# Efficient Design of a Reconfigurable FIR Filter using Distributed Arithmetic for FPGA Implementation

<sup>[1]</sup> Reshma Ghurde, <sup>[2]</sup> Mrs. Aparna Shinde <sup>[1][2]</sup> Dept. of Electronics and Telecommunication Engg <sup>[1][2]</sup> D. Y. Patil College of Engineering, Akurdi, Pune, India

*Abstract* - This paper present Distributed Arithmetic (DA) Algorithm for high-throughput reconfigurable implementation of an FIR Filter. When we directly applied the DA algorithm to FPGA for realization of an FIR filter, it is difficult to achieve the best configuration in the coefficient of FIR filter, the storage resource and the computing speed. For the FPGA implementation, the Dual-Port Distributed RAM based lookup table (LUT) are required for Reconfigurable FIR Filter. Registers are required to store the result of partial inner products of different bit positions for DA processing, but here registers are shared by the DA units for bit slices of different weightage.

Index Terms— Distributed arithmetic, finite-impulse response (FIR) filters, reconfigurable implementation, lookup-table (LUT).

#### **I.INTRODUCTION**

FIR Filter is plays vital role in several Digital Signal Processing Application because of its stable response and linear phase [1]. Now a days FIR Filter is widely used in Wireless Communication such as Software Defined Ratio (SDR) system, Speech Processing, Loud Speaker equalization, Echo cancellation, so therefore FIR Filter require reconfigurablility and low complexity. Complexity of implementation grows with FIR Filter order, and realization of these highly complex filters with desired level of accuracy is a challenging task. Therefore several attempts have been made to developed reconfigurable architecture of FIR Filter in Application Specific Integrated Circuits (ASIC) and Field Programmable Gate Array (FPGA) platform. The FIR structure consist of a series multiplication and addition units and consumes N-MAC blocks of FPGA, which are expensive in high speed system.
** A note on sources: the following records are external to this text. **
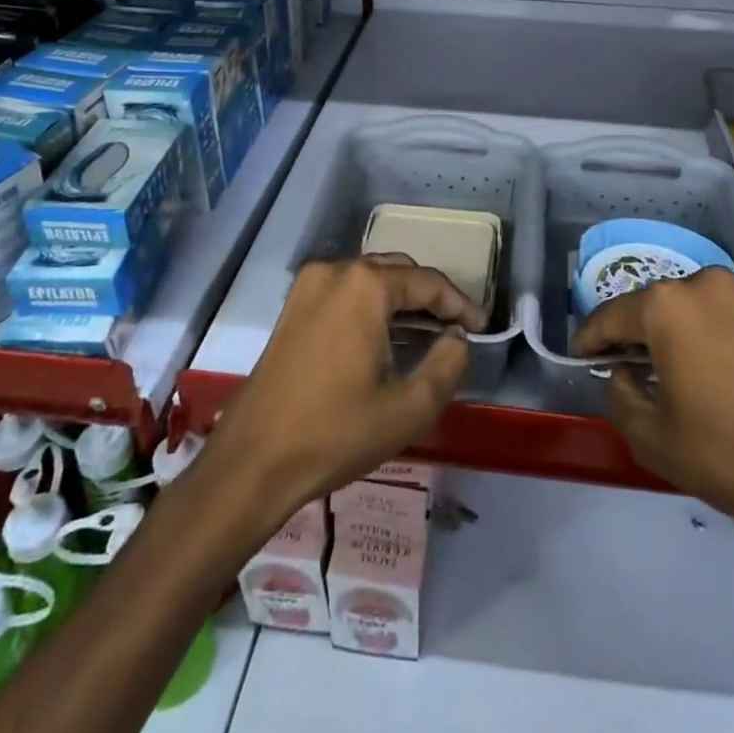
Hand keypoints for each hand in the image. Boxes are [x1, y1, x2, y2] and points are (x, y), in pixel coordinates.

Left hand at [203, 257, 483, 527]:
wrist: (252, 461)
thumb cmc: (335, 433)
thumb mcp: (409, 408)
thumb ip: (448, 364)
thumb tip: (457, 337)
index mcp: (365, 286)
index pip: (428, 282)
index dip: (460, 303)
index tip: (481, 328)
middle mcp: (335, 271)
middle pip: (398, 272)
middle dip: (431, 297)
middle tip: (457, 329)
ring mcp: (308, 286)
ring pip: (371, 279)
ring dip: (402, 300)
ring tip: (428, 333)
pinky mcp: (293, 307)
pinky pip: (346, 292)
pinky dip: (372, 306)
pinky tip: (386, 337)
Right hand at [573, 269, 733, 569]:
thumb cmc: (733, 457)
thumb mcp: (654, 439)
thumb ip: (620, 397)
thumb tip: (625, 374)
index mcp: (669, 306)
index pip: (612, 315)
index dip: (590, 337)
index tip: (580, 355)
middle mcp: (708, 285)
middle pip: (656, 306)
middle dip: (636, 333)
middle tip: (625, 366)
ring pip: (697, 310)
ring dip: (679, 334)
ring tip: (675, 373)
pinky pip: (733, 320)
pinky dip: (716, 340)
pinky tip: (723, 378)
When DA based algorithm compared with traditional direct arithmetic, bit serial representation save the hardware resources.
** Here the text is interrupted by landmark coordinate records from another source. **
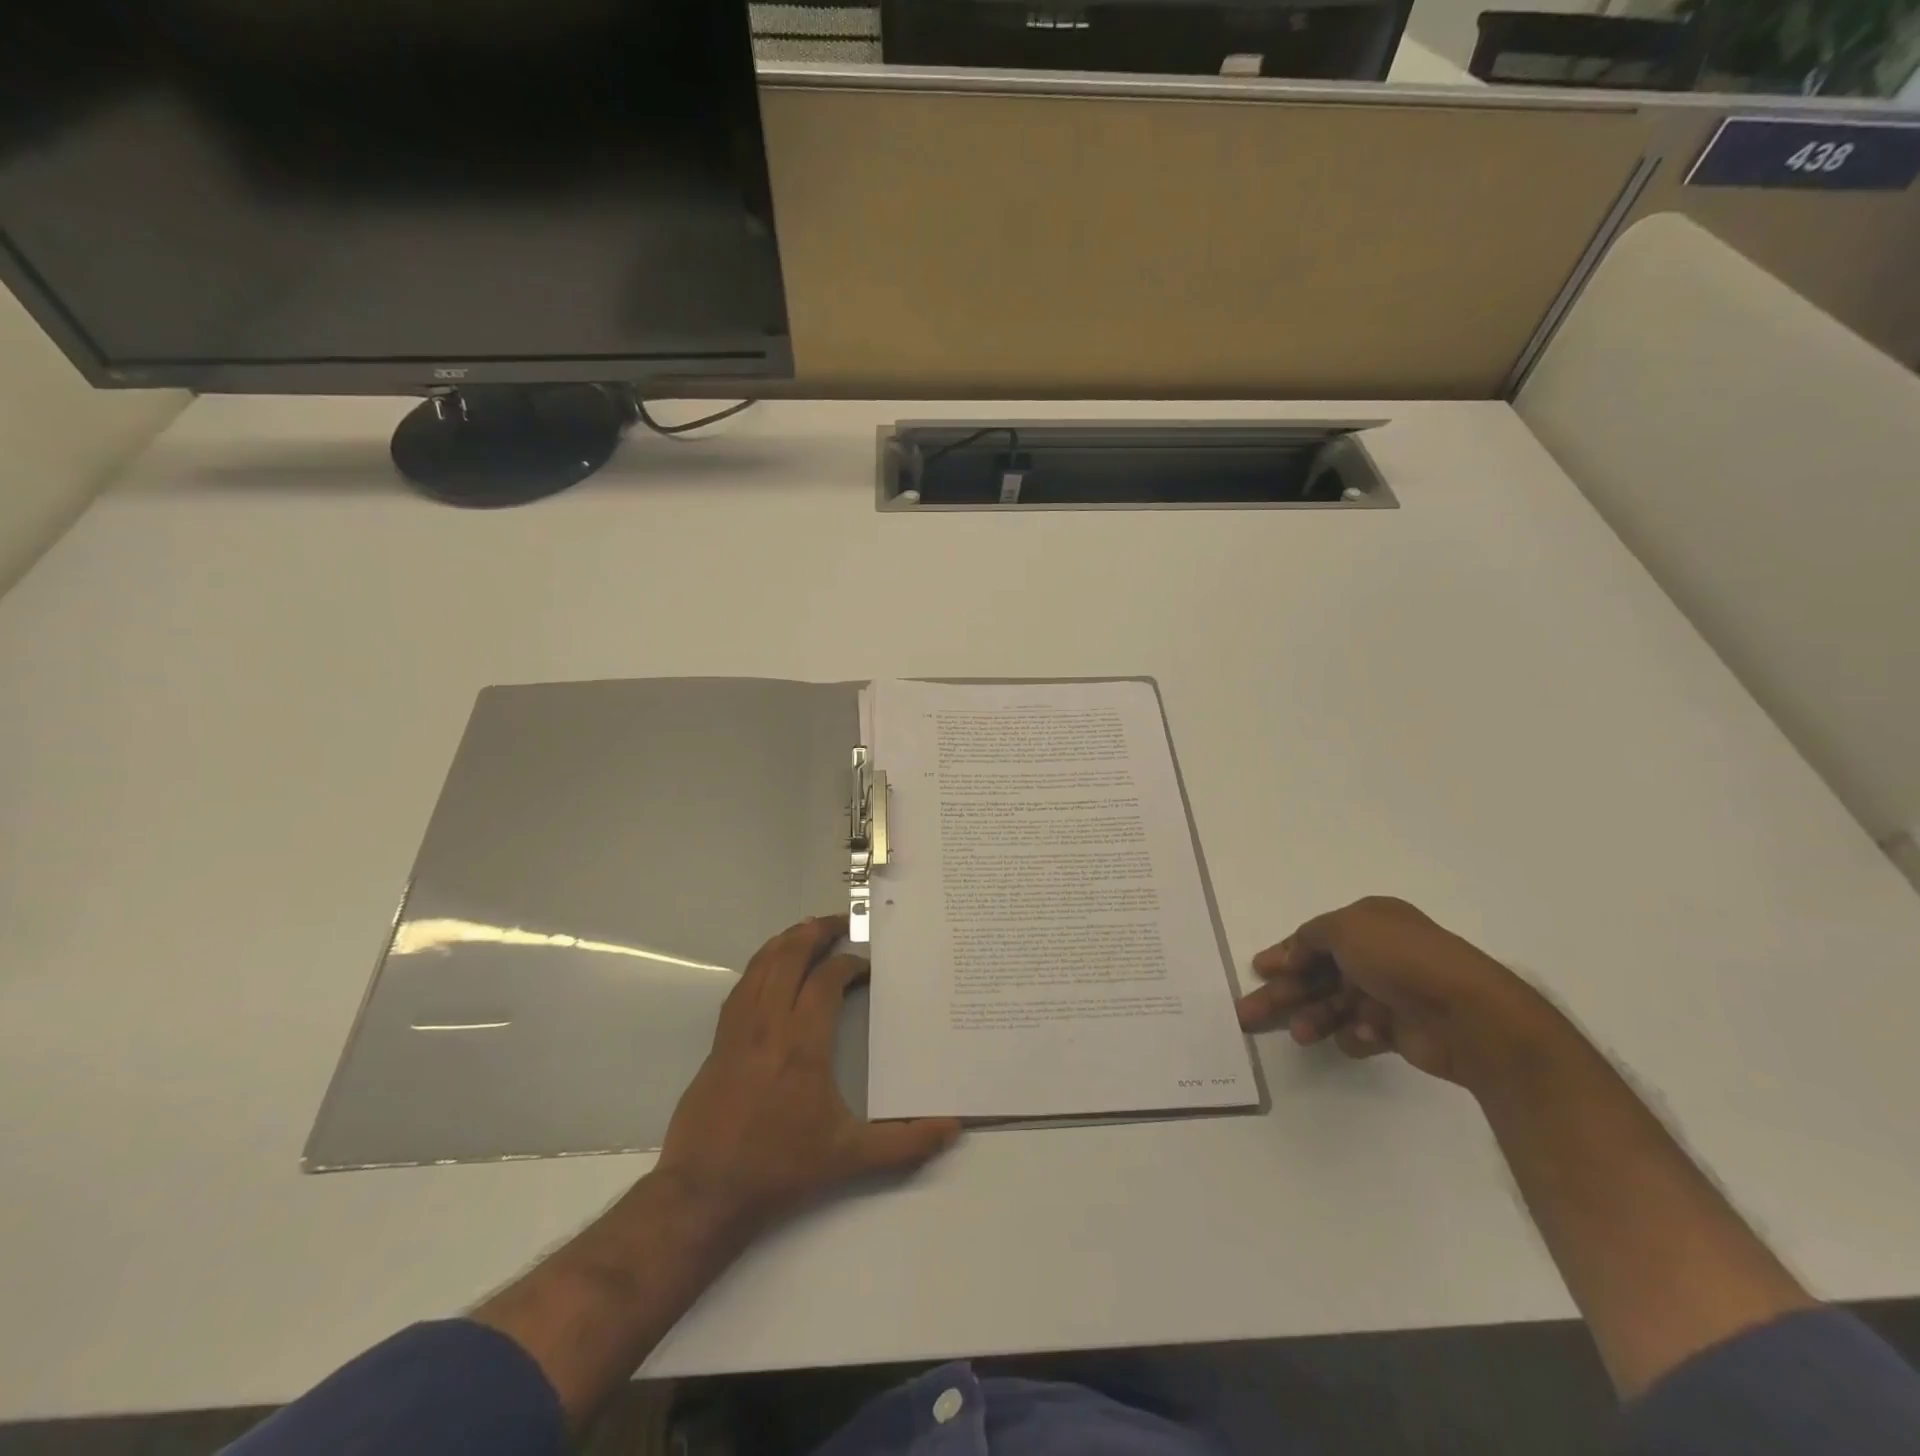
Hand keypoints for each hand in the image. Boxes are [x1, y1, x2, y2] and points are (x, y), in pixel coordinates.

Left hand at [655, 915, 961, 1235]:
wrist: (704, 1193)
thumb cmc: (780, 1168)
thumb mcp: (849, 1158)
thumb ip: (904, 1144)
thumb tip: (952, 1130)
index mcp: (803, 1045)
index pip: (826, 981)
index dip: (848, 965)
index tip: (865, 967)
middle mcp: (769, 1026)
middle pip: (788, 958)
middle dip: (814, 932)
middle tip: (838, 922)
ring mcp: (738, 1031)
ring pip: (760, 966)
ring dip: (785, 942)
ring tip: (807, 931)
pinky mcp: (718, 1043)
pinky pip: (741, 988)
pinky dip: (760, 966)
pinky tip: (770, 970)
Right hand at [1236, 896, 1552, 1088]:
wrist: (1470, 1016)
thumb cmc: (1402, 960)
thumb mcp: (1345, 929)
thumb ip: (1309, 938)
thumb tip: (1291, 955)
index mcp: (1370, 923)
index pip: (1315, 938)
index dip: (1285, 954)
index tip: (1259, 971)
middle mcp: (1380, 954)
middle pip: (1318, 974)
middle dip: (1285, 993)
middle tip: (1248, 1015)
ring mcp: (1392, 993)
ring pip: (1336, 1005)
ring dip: (1314, 1018)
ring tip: (1301, 1035)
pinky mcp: (1403, 1030)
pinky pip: (1363, 1031)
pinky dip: (1355, 1035)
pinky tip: (1360, 1037)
Transpose Form is used in Multiple Constant Multiplication (MCM) based technique which can be used only when the filter coefficients of FIR Filter is constant [2]. The MCM technique reduce the total number of additions required for the realization of multiplication, when given input is multiplied with a set of constant coefficients [2]. Power consumption, speed and area are main challenges in Very Large Scale Integration (VLSI), for real time applications less hardware and latency become more important in today's date. A Distributed Arithmetic (DA) plays a vital role in embedding DSP Functions in the XILINX family of FPGA devices. In recent years DA technique has gained because of its high-throughput processing capabilities and increased regularity, which gives result in area consumption and cost effective computing structure. The memory requirement for FIR Filter by using DA-based implementation is exponentially increases with the filter order. The fundamental operation for DA-based FIR Filter implementation require a sequence of lookup table (LUT) which is followed by adder tree and shift accumulator. When coefficients of FIR Filter are fixed, then this behavior makes it possible to use ROM-based LUTs. For Reconfigurable application, we require DA-based FIR Filter whose filter coefficients dynamically change, and this time we need to use rewritable RAM-based LUT rather than ROM-based LUT [8].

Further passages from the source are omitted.